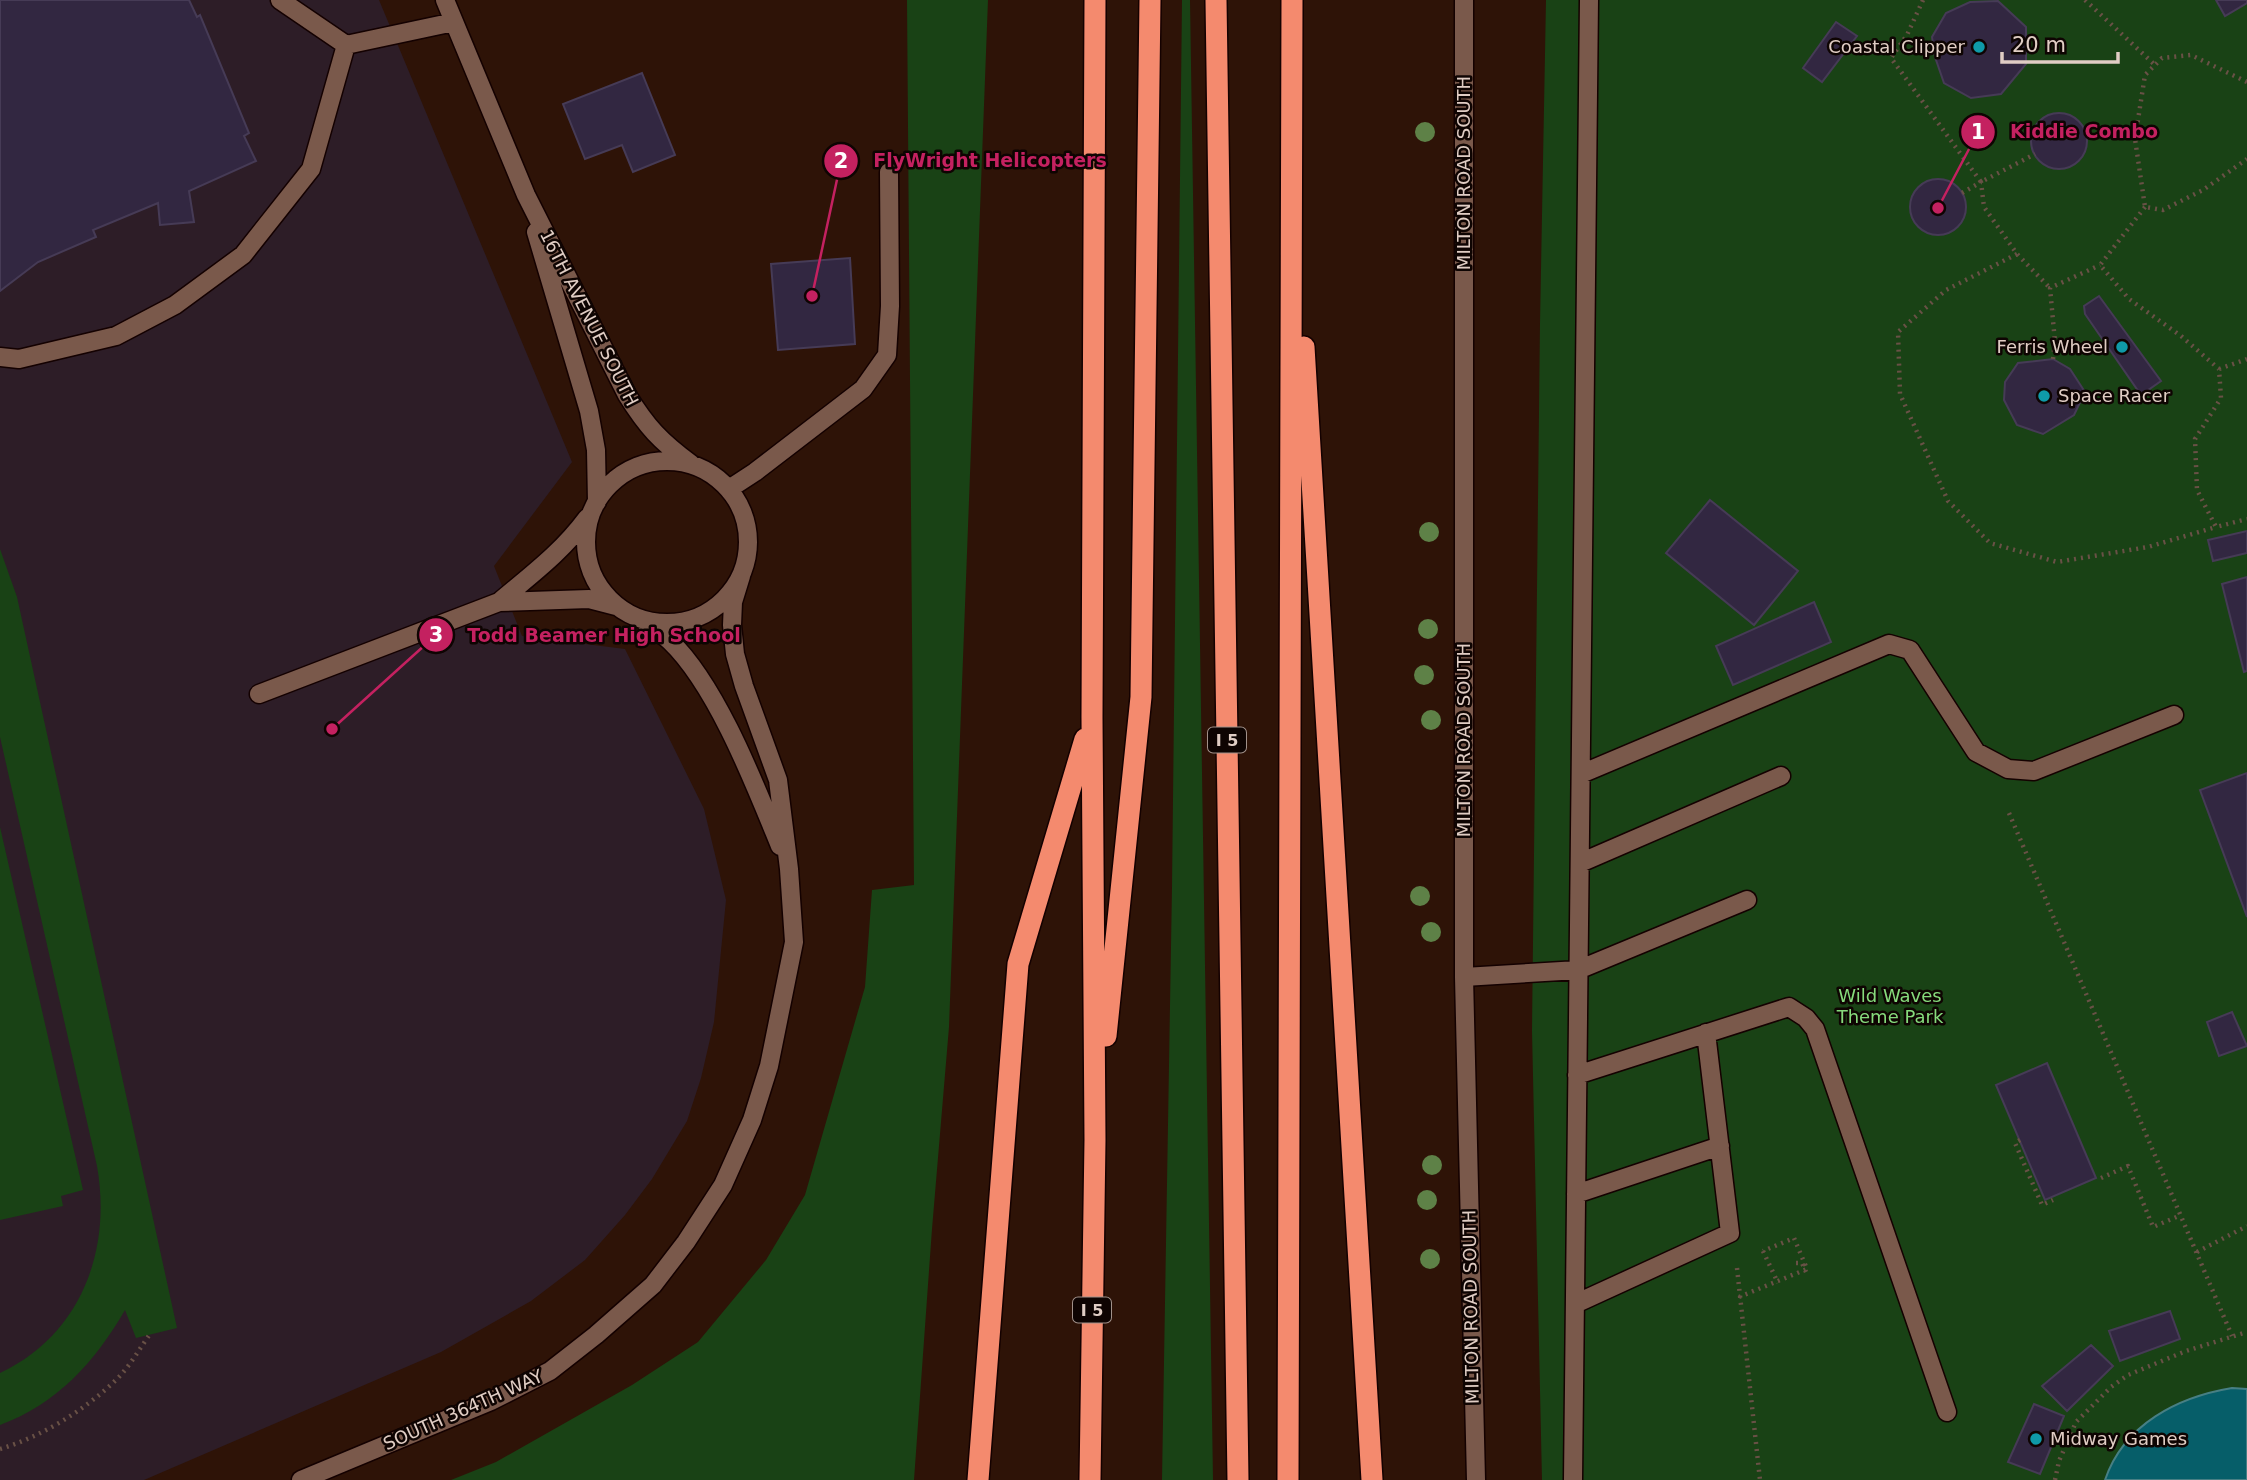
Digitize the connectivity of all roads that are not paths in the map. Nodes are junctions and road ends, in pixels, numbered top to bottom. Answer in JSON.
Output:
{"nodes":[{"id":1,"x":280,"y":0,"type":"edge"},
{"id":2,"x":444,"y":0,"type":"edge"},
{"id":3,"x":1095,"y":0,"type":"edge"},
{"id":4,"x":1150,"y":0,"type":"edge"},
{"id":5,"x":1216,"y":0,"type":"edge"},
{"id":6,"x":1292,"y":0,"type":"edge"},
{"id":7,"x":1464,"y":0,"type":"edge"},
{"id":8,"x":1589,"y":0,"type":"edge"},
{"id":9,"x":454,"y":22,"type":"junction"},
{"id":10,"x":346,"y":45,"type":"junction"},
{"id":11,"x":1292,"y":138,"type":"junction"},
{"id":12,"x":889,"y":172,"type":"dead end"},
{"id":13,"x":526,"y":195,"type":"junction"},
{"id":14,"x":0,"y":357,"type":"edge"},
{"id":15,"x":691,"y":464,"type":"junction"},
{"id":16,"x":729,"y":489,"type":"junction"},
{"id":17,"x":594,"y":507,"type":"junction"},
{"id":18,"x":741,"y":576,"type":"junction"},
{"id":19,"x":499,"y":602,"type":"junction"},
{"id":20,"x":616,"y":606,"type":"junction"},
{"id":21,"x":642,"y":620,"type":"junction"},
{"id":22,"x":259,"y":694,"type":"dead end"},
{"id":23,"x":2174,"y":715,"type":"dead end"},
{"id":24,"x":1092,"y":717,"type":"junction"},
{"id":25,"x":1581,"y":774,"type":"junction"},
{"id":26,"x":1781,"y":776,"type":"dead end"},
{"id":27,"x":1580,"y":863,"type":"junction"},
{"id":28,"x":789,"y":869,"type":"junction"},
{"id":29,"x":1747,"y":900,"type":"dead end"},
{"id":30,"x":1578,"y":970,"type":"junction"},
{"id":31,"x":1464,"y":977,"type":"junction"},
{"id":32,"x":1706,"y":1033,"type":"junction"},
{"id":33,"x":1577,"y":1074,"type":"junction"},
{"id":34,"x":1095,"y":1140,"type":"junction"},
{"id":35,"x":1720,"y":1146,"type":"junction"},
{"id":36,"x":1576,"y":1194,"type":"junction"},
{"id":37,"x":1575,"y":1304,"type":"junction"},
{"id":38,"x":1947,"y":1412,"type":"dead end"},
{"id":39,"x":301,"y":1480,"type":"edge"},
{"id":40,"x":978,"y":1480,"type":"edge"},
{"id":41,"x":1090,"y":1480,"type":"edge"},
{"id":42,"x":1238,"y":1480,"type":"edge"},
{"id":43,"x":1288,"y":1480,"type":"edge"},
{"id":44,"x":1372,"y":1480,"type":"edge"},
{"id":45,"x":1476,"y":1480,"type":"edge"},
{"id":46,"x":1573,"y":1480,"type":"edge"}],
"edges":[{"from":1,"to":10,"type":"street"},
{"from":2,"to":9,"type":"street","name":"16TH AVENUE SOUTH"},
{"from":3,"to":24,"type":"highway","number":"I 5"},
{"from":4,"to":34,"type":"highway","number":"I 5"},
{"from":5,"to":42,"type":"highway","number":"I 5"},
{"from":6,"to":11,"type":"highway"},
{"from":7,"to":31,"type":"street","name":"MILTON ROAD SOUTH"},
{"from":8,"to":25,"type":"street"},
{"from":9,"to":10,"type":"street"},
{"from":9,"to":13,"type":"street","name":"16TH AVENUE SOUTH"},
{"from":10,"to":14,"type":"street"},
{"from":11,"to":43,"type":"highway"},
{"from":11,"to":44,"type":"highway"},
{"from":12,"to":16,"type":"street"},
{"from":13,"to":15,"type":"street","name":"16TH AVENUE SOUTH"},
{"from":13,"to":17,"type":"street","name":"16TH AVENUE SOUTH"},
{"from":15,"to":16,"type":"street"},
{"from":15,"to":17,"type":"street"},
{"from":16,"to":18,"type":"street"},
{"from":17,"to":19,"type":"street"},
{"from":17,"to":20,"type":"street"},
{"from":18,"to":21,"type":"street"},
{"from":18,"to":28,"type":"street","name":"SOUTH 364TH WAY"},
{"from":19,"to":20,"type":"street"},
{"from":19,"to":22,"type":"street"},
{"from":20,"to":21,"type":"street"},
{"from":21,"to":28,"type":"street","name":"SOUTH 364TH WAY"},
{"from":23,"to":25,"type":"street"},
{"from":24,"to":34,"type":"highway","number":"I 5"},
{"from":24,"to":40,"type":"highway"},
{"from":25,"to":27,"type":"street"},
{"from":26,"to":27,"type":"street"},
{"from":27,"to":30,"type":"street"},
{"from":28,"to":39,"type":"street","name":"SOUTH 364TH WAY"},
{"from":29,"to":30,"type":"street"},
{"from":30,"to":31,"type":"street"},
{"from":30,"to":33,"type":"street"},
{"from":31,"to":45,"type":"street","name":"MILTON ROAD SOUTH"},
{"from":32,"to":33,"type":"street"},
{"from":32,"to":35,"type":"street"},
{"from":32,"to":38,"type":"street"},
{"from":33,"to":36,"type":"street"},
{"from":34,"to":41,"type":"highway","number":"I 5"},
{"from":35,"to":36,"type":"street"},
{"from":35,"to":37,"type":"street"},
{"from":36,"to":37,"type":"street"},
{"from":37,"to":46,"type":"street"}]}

◆ ◆ ◆

Repeat the listing exactly, minus its pictures.

Digitize the connectivity of all roads that are not paths in the map. Nodes are junctions and road ends, in pixels, numbered top to bottom. Answer in JSON.
Output:
{"nodes":[{"id":1,"x":280,"y":0,"type":"edge"},
{"id":2,"x":444,"y":0,"type":"edge"},
{"id":3,"x":1095,"y":0,"type":"edge"},
{"id":4,"x":1150,"y":0,"type":"edge"},
{"id":5,"x":1216,"y":0,"type":"edge"},
{"id":6,"x":1292,"y":0,"type":"edge"},
{"id":7,"x":1464,"y":0,"type":"edge"},
{"id":8,"x":1589,"y":0,"type":"edge"},
{"id":9,"x":454,"y":22,"type":"junction"},
{"id":10,"x":346,"y":45,"type":"junction"},
{"id":11,"x":1292,"y":138,"type":"junction"},
{"id":12,"x":889,"y":172,"type":"dead end"},
{"id":13,"x":526,"y":195,"type":"junction"},
{"id":14,"x":0,"y":357,"type":"edge"},
{"id":15,"x":691,"y":464,"type":"junction"},
{"id":16,"x":729,"y":489,"type":"junction"},
{"id":17,"x":594,"y":507,"type":"junction"},
{"id":18,"x":741,"y":576,"type":"junction"},
{"id":19,"x":499,"y":602,"type":"junction"},
{"id":20,"x":616,"y":606,"type":"junction"},
{"id":21,"x":642,"y":620,"type":"junction"},
{"id":22,"x":259,"y":694,"type":"dead end"},
{"id":23,"x":2174,"y":715,"type":"dead end"},
{"id":24,"x":1092,"y":717,"type":"junction"},
{"id":25,"x":1581,"y":774,"type":"junction"},
{"id":26,"x":1781,"y":776,"type":"dead end"},
{"id":27,"x":1580,"y":863,"type":"junction"},
{"id":28,"x":789,"y":869,"type":"junction"},
{"id":29,"x":1747,"y":900,"type":"dead end"},
{"id":30,"x":1578,"y":970,"type":"junction"},
{"id":31,"x":1464,"y":977,"type":"junction"},
{"id":32,"x":1706,"y":1033,"type":"junction"},
{"id":33,"x":1577,"y":1074,"type":"junction"},
{"id":34,"x":1095,"y":1140,"type":"junction"},
{"id":35,"x":1720,"y":1146,"type":"junction"},
{"id":36,"x":1576,"y":1194,"type":"junction"},
{"id":37,"x":1575,"y":1304,"type":"junction"},
{"id":38,"x":1947,"y":1412,"type":"dead end"},
{"id":39,"x":301,"y":1480,"type":"edge"},
{"id":40,"x":978,"y":1480,"type":"edge"},
{"id":41,"x":1090,"y":1480,"type":"edge"},
{"id":42,"x":1238,"y":1480,"type":"edge"},
{"id":43,"x":1288,"y":1480,"type":"edge"},
{"id":44,"x":1372,"y":1480,"type":"edge"},
{"id":45,"x":1476,"y":1480,"type":"edge"},
{"id":46,"x":1573,"y":1480,"type":"edge"}],
"edges":[{"from":1,"to":10,"type":"street"},
{"from":2,"to":9,"type":"street","name":"16TH AVENUE SOUTH"},
{"from":3,"to":24,"type":"highway","number":"I 5"},
{"from":4,"to":34,"type":"highway","number":"I 5"},
{"from":5,"to":42,"type":"highway","number":"I 5"},
{"from":6,"to":11,"type":"highway"},
{"from":7,"to":31,"type":"street","name":"MILTON ROAD SOUTH"},
{"from":8,"to":25,"type":"street"},
{"from":9,"to":10,"type":"street"},
{"from":9,"to":13,"type":"street","name":"16TH AVENUE SOUTH"},
{"from":10,"to":14,"type":"street"},
{"from":11,"to":43,"type":"highway"},
{"from":11,"to":44,"type":"highway"},
{"from":12,"to":16,"type":"street"},
{"from":13,"to":15,"type":"street","name":"16TH AVENUE SOUTH"},
{"from":13,"to":17,"type":"street","name":"16TH AVENUE SOUTH"},
{"from":15,"to":16,"type":"street"},
{"from":15,"to":17,"type":"street"},
{"from":16,"to":18,"type":"street"},
{"from":17,"to":19,"type":"street"},
{"from":17,"to":20,"type":"street"},
{"from":18,"to":21,"type":"street"},
{"from":18,"to":28,"type":"street","name":"SOUTH 364TH WAY"},
{"from":19,"to":20,"type":"street"},
{"from":19,"to":22,"type":"street"},
{"from":20,"to":21,"type":"street"},
{"from":21,"to":28,"type":"street","name":"SOUTH 364TH WAY"},
{"from":23,"to":25,"type":"street"},
{"from":24,"to":34,"type":"highway","number":"I 5"},
{"from":24,"to":40,"type":"highway"},
{"from":25,"to":27,"type":"street"},
{"from":26,"to":27,"type":"street"},
{"from":27,"to":30,"type":"street"},
{"from":28,"to":39,"type":"street","name":"SOUTH 364TH WAY"},
{"from":29,"to":30,"type":"street"},
{"from":30,"to":31,"type":"street"},
{"from":30,"to":33,"type":"street"},
{"from":31,"to":45,"type":"street","name":"MILTON ROAD SOUTH"},
{"from":32,"to":33,"type":"street"},
{"from":32,"to":35,"type":"street"},
{"from":32,"to":38,"type":"street"},
{"from":33,"to":36,"type":"street"},
{"from":34,"to":41,"type":"highway","number":"I 5"},
{"from":35,"to":36,"type":"street"},
{"from":35,"to":37,"type":"street"},
{"from":36,"to":37,"type":"street"},
{"from":37,"to":46,"type":"street"}]}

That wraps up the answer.